Data to examine:
════

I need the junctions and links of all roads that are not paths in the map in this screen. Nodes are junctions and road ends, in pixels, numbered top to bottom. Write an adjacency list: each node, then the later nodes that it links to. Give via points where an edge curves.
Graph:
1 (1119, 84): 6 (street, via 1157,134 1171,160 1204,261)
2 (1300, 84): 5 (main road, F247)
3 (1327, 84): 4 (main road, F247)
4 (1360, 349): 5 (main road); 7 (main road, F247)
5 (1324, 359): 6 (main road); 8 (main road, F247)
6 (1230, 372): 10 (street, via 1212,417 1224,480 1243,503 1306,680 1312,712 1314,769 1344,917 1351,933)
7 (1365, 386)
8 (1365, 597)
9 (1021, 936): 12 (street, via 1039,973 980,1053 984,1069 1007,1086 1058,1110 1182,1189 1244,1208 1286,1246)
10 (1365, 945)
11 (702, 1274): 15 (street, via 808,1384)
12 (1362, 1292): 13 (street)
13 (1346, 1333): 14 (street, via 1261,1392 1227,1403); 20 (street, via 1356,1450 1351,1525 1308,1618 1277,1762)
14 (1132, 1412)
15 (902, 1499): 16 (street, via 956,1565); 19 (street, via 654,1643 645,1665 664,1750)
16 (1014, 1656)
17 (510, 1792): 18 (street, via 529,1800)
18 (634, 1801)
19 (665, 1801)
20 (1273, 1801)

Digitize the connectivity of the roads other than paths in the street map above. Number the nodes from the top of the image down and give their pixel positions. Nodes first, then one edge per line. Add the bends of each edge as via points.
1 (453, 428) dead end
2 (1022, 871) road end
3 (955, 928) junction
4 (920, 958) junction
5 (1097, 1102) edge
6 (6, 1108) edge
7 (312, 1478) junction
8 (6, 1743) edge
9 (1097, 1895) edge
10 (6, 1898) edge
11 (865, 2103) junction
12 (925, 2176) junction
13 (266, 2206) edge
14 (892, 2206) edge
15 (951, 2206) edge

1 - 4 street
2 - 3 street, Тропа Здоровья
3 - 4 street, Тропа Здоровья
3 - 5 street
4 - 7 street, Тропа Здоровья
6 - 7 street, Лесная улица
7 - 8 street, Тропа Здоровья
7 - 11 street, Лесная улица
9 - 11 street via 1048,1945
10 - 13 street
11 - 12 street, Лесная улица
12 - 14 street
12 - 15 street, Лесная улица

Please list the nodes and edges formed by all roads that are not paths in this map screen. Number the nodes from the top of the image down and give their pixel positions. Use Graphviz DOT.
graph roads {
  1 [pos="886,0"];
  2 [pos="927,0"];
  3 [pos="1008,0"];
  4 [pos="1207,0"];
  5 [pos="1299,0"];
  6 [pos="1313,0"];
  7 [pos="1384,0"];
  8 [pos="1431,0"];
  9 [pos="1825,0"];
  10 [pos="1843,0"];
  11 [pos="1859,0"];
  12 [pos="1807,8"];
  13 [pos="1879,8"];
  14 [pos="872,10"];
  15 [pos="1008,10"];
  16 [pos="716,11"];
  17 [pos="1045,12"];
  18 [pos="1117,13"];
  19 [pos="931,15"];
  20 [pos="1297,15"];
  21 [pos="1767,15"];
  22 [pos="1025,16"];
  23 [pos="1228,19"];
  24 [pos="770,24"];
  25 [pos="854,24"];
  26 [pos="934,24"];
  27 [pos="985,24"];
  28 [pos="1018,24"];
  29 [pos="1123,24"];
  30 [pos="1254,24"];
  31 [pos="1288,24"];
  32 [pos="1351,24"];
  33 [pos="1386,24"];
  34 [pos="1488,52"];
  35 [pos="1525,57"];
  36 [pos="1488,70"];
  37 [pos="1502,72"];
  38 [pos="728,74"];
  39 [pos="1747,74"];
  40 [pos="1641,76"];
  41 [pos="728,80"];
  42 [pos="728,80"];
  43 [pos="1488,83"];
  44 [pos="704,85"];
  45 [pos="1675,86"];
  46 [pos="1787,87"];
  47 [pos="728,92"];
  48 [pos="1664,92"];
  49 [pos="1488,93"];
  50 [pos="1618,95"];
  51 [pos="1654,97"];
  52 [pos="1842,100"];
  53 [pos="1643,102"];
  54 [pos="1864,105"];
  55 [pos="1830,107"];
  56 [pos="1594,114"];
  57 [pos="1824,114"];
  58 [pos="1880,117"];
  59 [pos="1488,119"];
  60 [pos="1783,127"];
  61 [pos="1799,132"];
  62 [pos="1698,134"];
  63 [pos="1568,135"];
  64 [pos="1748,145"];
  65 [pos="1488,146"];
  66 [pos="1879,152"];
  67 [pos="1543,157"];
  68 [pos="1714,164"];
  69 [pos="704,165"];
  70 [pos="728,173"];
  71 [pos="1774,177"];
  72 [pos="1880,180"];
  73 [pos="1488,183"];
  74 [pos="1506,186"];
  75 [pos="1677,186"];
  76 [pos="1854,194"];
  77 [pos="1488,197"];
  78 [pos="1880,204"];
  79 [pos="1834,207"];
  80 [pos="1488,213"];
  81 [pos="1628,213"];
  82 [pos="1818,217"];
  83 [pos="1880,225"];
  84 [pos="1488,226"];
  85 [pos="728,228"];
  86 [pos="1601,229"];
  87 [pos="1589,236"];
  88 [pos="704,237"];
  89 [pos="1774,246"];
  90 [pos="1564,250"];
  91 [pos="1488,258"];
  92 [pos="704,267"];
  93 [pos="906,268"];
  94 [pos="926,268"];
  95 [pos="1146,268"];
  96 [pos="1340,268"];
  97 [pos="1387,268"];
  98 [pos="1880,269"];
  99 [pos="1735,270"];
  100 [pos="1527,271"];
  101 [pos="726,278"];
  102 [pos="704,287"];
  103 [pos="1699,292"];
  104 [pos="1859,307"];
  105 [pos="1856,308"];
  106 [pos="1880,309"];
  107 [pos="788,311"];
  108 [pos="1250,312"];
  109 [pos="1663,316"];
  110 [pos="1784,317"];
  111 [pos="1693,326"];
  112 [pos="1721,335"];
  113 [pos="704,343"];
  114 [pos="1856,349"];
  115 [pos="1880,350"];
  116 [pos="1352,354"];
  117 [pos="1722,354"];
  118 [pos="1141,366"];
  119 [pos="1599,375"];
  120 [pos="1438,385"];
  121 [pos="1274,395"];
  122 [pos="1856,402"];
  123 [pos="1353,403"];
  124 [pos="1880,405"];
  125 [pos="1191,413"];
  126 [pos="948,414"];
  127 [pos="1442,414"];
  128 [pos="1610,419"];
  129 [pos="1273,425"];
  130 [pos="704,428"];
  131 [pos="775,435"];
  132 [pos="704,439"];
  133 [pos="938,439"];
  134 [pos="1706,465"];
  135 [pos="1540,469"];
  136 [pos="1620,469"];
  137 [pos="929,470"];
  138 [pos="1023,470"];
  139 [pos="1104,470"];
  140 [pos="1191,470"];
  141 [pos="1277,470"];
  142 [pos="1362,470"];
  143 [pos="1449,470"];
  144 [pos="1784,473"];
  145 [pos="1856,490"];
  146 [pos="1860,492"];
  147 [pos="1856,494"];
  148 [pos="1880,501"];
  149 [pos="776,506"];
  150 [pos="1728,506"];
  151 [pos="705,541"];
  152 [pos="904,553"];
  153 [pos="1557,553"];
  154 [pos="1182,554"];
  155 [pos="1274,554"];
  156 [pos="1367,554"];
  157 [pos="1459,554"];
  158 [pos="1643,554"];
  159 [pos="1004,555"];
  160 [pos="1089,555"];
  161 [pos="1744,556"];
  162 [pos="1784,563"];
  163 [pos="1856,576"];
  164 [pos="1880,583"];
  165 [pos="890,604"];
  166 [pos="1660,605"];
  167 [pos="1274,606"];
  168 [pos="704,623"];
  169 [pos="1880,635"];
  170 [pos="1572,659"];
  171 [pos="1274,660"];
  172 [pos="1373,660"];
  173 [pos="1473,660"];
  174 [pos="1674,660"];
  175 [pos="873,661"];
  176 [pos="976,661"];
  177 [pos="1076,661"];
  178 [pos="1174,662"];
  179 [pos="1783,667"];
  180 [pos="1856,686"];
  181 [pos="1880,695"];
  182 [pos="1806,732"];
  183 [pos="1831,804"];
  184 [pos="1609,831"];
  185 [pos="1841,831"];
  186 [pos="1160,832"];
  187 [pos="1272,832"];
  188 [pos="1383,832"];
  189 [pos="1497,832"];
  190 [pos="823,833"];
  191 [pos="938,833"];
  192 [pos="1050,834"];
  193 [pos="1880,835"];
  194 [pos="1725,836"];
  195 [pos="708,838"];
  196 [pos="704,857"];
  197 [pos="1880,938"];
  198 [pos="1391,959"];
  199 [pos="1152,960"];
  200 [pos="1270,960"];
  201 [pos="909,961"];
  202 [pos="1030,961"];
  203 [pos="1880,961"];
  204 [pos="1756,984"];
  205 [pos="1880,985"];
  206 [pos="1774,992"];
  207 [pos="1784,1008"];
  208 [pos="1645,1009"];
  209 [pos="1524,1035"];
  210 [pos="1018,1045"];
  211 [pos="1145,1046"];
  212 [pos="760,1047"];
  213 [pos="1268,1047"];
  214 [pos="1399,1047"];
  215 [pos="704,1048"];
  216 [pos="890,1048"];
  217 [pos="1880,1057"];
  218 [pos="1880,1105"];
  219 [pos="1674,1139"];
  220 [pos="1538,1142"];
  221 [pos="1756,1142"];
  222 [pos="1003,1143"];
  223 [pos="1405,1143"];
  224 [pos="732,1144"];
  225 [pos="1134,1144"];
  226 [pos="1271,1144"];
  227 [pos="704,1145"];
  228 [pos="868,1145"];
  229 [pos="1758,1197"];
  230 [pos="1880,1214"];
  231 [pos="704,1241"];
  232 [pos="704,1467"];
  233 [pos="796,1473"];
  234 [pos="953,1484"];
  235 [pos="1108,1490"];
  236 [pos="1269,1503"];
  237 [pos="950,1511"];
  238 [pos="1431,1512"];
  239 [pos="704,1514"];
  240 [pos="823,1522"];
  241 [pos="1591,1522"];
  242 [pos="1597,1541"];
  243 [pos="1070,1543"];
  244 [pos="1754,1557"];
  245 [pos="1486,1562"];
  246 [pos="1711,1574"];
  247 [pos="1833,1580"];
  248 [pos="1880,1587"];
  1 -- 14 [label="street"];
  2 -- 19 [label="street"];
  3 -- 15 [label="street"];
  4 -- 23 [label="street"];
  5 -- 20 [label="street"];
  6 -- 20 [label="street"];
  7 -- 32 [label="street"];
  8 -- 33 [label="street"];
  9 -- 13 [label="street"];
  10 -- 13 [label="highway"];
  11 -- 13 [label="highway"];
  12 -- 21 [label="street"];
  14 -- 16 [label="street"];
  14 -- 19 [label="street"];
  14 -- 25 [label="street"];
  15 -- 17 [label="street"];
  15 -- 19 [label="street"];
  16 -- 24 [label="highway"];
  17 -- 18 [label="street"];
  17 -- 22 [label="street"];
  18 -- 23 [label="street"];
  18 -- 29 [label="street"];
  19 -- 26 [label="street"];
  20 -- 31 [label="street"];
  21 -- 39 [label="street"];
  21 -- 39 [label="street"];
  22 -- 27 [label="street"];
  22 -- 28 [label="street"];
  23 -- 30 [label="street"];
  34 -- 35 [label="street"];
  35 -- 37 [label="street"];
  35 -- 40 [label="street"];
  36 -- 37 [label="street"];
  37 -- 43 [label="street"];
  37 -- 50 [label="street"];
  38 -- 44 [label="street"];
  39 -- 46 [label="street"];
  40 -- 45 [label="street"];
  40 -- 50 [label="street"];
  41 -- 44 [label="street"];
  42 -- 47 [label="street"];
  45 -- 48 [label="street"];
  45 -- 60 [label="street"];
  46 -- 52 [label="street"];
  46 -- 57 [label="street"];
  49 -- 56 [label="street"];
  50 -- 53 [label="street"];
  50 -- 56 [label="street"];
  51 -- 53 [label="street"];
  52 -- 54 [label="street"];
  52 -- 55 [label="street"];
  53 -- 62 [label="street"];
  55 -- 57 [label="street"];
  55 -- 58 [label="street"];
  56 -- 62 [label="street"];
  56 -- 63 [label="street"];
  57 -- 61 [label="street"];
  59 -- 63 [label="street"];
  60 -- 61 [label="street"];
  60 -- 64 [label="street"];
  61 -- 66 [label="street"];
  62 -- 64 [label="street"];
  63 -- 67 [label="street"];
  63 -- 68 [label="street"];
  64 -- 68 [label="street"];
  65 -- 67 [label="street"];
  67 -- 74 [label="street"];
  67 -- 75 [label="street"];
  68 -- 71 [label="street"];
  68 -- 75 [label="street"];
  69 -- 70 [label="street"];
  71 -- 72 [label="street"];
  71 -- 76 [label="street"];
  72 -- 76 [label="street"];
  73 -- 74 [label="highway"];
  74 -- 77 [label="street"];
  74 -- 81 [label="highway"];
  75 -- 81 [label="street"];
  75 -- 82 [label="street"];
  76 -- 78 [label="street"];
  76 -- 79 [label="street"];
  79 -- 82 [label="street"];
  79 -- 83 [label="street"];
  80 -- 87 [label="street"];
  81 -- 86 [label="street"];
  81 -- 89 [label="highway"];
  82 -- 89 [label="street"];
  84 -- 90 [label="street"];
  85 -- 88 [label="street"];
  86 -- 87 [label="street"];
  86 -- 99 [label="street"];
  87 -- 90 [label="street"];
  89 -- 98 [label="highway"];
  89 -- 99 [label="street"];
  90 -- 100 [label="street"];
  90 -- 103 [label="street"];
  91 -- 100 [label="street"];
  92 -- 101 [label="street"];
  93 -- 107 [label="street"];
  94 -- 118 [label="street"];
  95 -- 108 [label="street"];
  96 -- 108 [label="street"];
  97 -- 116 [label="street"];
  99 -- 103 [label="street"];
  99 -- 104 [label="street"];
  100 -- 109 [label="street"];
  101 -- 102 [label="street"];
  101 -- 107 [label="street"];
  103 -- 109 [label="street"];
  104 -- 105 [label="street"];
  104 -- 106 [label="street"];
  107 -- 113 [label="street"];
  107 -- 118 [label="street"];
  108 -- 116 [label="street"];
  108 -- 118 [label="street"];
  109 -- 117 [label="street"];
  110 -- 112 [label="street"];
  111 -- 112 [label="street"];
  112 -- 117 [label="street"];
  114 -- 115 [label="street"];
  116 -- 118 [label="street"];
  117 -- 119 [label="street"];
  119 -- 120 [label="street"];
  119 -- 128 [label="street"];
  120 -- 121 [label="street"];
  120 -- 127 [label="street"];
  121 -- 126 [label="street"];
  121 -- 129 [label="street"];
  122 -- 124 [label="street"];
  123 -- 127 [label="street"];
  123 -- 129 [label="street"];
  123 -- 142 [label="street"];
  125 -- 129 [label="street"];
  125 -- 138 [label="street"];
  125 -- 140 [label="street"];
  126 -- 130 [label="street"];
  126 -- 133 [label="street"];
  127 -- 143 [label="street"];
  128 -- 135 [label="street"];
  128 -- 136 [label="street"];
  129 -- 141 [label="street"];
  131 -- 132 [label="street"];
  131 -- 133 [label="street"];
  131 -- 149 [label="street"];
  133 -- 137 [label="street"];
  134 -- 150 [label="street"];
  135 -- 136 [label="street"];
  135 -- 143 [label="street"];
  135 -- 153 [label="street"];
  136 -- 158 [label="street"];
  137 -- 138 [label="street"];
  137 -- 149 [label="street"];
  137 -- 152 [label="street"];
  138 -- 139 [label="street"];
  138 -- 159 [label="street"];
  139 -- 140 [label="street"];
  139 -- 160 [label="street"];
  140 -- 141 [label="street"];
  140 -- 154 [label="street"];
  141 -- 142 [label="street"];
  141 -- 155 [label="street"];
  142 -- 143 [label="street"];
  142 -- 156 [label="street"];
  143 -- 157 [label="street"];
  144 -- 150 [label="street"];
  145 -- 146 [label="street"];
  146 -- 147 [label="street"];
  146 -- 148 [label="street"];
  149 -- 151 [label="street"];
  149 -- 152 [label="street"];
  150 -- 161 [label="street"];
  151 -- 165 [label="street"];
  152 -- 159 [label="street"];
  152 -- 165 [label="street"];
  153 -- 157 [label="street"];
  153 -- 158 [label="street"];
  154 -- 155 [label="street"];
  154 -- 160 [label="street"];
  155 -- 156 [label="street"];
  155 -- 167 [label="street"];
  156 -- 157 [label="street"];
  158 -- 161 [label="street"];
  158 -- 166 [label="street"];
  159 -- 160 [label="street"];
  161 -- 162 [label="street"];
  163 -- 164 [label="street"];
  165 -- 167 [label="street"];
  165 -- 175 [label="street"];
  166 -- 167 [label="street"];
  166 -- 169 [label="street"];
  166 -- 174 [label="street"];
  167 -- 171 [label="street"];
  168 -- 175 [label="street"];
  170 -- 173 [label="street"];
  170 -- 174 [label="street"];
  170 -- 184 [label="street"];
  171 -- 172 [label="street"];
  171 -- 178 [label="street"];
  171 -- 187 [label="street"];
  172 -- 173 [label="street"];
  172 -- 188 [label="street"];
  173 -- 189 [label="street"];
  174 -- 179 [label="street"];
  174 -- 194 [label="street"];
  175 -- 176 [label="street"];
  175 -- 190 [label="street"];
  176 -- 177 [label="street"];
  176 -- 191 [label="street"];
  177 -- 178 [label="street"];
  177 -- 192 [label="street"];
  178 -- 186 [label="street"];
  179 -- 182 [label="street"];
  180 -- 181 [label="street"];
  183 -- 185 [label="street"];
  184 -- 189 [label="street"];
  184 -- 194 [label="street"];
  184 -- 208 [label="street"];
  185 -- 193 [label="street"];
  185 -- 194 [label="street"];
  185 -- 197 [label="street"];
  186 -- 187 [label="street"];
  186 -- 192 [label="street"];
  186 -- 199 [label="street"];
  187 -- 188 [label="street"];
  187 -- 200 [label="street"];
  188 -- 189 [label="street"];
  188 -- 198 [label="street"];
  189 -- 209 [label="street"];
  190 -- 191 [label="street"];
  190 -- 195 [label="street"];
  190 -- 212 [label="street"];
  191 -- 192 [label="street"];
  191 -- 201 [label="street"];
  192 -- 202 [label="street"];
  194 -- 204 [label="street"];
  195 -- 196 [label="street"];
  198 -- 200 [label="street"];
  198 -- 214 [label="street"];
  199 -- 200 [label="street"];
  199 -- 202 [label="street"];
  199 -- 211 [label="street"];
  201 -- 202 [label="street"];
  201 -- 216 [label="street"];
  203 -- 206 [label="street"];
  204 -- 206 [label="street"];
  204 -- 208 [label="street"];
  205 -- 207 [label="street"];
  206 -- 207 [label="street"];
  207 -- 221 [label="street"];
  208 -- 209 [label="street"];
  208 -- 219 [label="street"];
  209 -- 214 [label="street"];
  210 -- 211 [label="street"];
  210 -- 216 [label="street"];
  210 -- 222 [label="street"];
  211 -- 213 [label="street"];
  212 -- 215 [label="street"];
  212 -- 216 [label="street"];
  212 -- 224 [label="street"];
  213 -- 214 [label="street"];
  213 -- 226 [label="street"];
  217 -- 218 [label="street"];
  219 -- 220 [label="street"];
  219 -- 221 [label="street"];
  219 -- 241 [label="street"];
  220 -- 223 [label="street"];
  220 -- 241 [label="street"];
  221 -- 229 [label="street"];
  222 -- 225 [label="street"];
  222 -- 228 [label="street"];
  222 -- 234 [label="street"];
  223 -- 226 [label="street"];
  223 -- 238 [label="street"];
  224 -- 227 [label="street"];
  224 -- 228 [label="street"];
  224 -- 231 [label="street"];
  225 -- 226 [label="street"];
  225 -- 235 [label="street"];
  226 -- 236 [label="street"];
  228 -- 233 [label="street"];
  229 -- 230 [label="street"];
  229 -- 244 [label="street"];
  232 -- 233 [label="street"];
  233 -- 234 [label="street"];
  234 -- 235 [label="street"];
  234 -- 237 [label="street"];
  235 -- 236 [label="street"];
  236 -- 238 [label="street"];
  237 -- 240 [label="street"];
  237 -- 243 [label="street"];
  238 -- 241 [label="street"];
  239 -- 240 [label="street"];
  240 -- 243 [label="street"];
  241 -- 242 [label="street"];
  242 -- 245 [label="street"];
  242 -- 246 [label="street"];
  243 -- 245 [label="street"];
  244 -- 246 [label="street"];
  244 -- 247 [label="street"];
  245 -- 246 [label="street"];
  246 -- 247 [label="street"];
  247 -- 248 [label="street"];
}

════

When a line in the listing above holds the word "roads", copy it.

Answer area:
I need the junctions and links of all roads that are not paths in the map in this screen. Nodes are junctions and road ends, in pixels, numbered top to bottom. Write an adjacency list: each node, then the later nodes that it links to. Give via points where an edge curves.
Digitize the connectivity of the roads other than paths in the street map above. Number the nodes from the top of the image down and give their pixel positions. Nodes first, then one edge per line. Add the bends of each edge as via points.
Please list the nodes and edges formed by all roads that are not paths in this map screen. Number the nodes from the top of the image down and give their pixel positions. Use Graphviz DOT.
graph roads {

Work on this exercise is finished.